Saved data entries:
+ + + + +
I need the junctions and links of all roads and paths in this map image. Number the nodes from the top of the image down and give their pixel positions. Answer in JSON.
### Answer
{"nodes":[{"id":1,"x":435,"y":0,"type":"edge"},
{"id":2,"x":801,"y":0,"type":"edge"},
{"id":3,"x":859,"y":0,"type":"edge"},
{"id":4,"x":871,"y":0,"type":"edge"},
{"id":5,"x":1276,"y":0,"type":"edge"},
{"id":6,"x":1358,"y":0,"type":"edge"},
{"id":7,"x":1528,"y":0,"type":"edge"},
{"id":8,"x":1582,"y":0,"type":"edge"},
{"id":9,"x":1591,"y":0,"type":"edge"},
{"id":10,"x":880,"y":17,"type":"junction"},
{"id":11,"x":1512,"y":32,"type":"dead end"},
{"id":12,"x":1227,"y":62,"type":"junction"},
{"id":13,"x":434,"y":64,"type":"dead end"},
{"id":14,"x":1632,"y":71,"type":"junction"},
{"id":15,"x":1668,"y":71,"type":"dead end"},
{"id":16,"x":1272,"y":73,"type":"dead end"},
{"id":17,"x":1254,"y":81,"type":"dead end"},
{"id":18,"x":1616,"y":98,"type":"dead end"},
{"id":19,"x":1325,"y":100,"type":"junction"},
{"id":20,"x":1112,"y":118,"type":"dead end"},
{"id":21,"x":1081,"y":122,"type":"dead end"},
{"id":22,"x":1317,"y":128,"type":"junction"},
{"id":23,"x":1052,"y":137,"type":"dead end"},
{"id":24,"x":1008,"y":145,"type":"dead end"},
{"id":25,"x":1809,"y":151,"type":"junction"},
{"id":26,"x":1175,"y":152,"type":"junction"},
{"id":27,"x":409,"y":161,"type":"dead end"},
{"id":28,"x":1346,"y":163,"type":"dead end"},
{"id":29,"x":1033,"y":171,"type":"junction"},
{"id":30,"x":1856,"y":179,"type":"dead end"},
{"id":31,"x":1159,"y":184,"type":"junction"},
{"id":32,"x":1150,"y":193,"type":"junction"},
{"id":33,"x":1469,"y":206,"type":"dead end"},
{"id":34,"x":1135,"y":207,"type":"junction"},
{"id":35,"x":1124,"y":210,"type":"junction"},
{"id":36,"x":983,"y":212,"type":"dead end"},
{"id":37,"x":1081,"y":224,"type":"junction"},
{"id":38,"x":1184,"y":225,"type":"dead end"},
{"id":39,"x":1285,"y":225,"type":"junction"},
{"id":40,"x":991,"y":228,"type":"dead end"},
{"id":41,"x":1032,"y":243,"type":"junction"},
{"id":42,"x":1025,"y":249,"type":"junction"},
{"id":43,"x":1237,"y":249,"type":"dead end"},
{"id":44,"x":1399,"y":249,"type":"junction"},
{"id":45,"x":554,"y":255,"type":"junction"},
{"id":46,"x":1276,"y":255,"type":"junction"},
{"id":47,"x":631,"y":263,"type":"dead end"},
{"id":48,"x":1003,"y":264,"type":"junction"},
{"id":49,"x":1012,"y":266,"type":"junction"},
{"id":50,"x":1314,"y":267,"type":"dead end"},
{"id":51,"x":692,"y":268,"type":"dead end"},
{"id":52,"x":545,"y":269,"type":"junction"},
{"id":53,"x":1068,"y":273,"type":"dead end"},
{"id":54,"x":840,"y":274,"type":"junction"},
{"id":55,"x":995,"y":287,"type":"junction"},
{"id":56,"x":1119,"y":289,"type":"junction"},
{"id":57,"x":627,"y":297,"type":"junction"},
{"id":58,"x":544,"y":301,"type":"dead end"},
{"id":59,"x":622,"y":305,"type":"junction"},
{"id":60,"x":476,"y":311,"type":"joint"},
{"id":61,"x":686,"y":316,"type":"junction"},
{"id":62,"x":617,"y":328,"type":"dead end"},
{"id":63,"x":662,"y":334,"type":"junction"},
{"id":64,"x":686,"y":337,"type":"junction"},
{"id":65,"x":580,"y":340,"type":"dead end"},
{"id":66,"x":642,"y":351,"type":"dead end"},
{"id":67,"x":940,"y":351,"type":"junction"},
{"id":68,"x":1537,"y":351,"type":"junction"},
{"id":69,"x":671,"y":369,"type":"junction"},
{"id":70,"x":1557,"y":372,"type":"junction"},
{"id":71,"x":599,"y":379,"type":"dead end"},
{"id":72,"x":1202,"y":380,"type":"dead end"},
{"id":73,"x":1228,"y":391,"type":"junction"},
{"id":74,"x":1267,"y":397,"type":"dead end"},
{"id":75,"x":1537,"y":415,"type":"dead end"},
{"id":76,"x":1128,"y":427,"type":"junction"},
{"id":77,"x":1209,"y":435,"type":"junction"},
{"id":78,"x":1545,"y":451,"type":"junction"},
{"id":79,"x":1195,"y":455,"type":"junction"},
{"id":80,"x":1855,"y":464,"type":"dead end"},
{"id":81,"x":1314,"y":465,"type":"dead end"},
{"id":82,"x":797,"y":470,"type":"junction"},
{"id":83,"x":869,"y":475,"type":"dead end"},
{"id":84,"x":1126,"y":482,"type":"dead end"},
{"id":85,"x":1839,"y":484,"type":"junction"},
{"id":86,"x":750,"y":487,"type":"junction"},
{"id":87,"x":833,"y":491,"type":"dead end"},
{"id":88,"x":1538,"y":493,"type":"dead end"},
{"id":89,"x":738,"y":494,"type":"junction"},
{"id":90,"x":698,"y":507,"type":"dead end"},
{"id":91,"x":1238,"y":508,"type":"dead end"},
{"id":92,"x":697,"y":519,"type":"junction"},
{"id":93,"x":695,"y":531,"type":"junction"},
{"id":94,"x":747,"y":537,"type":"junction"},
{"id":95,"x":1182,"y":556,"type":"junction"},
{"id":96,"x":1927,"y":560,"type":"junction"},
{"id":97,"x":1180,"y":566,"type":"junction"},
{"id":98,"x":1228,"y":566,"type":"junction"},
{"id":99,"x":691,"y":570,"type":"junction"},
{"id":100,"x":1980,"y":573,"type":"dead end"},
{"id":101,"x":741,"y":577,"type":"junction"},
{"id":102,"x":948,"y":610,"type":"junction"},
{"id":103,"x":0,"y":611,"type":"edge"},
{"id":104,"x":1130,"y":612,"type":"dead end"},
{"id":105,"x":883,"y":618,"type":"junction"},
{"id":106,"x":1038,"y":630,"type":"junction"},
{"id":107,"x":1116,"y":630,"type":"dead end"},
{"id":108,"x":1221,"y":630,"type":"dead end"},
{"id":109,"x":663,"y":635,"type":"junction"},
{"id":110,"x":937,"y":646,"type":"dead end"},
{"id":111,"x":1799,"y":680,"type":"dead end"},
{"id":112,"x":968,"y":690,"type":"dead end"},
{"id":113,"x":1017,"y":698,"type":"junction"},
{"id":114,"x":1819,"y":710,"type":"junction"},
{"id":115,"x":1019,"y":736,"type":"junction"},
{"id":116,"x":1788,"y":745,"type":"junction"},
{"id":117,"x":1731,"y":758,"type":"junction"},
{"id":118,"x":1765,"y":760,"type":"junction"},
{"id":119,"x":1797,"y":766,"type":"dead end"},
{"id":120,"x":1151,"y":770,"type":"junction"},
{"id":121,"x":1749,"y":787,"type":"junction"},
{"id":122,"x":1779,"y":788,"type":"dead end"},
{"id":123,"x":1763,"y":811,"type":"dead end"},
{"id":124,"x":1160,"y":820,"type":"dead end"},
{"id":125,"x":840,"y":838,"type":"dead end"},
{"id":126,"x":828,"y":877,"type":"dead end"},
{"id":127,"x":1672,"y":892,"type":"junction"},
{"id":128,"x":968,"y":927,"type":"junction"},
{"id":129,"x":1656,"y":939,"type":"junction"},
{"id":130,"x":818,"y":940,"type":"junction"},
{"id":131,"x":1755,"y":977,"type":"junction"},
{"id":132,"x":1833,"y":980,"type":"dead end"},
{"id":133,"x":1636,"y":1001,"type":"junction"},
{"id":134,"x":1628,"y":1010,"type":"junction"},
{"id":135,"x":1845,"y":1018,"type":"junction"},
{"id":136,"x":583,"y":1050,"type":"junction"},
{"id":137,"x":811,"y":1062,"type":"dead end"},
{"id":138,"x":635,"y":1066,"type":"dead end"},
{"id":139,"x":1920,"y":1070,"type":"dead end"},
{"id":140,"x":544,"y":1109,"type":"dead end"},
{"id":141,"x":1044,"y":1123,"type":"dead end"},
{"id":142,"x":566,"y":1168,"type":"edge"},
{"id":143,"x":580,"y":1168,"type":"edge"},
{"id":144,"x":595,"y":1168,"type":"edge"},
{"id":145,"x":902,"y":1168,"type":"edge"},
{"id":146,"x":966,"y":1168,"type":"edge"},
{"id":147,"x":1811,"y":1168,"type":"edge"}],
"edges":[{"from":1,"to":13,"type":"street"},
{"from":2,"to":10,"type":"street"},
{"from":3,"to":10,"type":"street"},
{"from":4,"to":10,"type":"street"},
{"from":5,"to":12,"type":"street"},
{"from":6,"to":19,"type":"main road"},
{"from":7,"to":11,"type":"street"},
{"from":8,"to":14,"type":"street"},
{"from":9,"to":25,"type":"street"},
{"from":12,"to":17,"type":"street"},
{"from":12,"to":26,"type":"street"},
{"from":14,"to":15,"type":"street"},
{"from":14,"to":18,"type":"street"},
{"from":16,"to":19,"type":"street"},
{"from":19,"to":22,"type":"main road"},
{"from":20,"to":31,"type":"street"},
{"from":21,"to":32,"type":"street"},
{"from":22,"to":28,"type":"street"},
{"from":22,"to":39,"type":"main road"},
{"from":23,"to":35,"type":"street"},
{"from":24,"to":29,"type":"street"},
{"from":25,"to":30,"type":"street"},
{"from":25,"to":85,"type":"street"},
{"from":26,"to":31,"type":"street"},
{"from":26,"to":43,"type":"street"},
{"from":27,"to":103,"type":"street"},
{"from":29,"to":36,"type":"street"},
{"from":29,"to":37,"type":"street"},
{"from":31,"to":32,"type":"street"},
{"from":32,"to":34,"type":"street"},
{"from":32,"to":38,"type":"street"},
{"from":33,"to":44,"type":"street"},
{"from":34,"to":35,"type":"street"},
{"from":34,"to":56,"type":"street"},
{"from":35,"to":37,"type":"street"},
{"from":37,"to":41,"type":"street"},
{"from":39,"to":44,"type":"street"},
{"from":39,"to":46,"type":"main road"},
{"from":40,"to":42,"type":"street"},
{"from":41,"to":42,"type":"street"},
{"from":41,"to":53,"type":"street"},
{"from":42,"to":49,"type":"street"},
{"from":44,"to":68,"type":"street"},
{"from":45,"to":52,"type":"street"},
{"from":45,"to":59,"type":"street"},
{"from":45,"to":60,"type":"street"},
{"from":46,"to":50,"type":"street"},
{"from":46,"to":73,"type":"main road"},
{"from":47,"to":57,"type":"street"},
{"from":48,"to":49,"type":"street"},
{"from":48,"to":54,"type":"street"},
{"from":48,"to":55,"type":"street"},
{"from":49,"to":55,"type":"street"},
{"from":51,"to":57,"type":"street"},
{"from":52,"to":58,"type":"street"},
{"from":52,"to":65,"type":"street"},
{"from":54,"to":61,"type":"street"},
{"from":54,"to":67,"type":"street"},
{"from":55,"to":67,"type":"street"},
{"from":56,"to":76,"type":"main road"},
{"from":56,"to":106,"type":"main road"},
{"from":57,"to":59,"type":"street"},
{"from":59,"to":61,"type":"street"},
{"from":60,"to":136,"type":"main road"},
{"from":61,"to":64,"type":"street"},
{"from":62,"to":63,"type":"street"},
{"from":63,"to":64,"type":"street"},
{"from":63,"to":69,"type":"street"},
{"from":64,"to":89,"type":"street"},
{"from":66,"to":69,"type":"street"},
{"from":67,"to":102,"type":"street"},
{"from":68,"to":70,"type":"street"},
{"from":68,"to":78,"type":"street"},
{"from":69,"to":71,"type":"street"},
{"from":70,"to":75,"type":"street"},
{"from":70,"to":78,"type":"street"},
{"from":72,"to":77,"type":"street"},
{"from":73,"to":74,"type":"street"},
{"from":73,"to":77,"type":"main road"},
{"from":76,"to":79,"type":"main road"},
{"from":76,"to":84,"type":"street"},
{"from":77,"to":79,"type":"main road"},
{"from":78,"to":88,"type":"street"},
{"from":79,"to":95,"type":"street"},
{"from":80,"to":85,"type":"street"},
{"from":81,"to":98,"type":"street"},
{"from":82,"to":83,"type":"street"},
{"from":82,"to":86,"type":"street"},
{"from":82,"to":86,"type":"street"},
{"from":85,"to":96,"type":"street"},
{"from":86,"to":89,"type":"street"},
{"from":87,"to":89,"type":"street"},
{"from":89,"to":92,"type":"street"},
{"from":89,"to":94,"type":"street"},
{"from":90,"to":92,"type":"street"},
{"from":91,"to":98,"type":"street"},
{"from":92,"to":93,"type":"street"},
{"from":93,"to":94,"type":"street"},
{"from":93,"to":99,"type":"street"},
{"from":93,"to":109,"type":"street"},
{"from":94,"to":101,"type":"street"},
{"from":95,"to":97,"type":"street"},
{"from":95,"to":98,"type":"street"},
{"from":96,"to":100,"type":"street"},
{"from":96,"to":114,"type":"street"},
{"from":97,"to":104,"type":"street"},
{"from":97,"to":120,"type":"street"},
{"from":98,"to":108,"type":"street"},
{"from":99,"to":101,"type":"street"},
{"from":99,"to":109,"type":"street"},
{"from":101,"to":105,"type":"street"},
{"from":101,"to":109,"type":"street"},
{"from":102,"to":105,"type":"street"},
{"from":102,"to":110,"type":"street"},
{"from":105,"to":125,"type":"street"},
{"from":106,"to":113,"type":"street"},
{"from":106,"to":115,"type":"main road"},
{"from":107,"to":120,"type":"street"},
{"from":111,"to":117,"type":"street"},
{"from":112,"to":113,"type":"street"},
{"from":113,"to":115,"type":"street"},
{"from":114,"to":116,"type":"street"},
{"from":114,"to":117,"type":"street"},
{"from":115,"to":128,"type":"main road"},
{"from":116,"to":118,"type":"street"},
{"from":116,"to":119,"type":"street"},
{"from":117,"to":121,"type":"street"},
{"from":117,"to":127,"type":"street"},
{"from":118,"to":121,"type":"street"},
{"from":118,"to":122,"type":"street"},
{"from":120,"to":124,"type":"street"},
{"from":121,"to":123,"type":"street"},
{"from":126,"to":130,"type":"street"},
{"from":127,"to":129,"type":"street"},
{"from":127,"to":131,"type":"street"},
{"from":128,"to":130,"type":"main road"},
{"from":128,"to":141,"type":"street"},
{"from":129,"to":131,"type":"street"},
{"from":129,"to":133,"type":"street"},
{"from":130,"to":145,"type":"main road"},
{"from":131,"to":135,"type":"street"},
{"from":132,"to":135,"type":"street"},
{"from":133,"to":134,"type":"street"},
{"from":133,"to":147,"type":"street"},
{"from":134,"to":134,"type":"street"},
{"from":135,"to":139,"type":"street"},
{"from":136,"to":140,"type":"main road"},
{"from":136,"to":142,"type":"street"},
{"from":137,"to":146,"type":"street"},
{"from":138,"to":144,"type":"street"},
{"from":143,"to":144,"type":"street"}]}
+ + + + +
YOUR GOAL: Show me all lines in the records that contain "nodes".

TASK RESULT:
I need the junctions and links of all roads and paths in this map image. Number the nodes from the top of the image down and give their pixel positions. Answer in JSON.
{"nodes":[{"id":1,"x":435,"y":0,"type":"edge"},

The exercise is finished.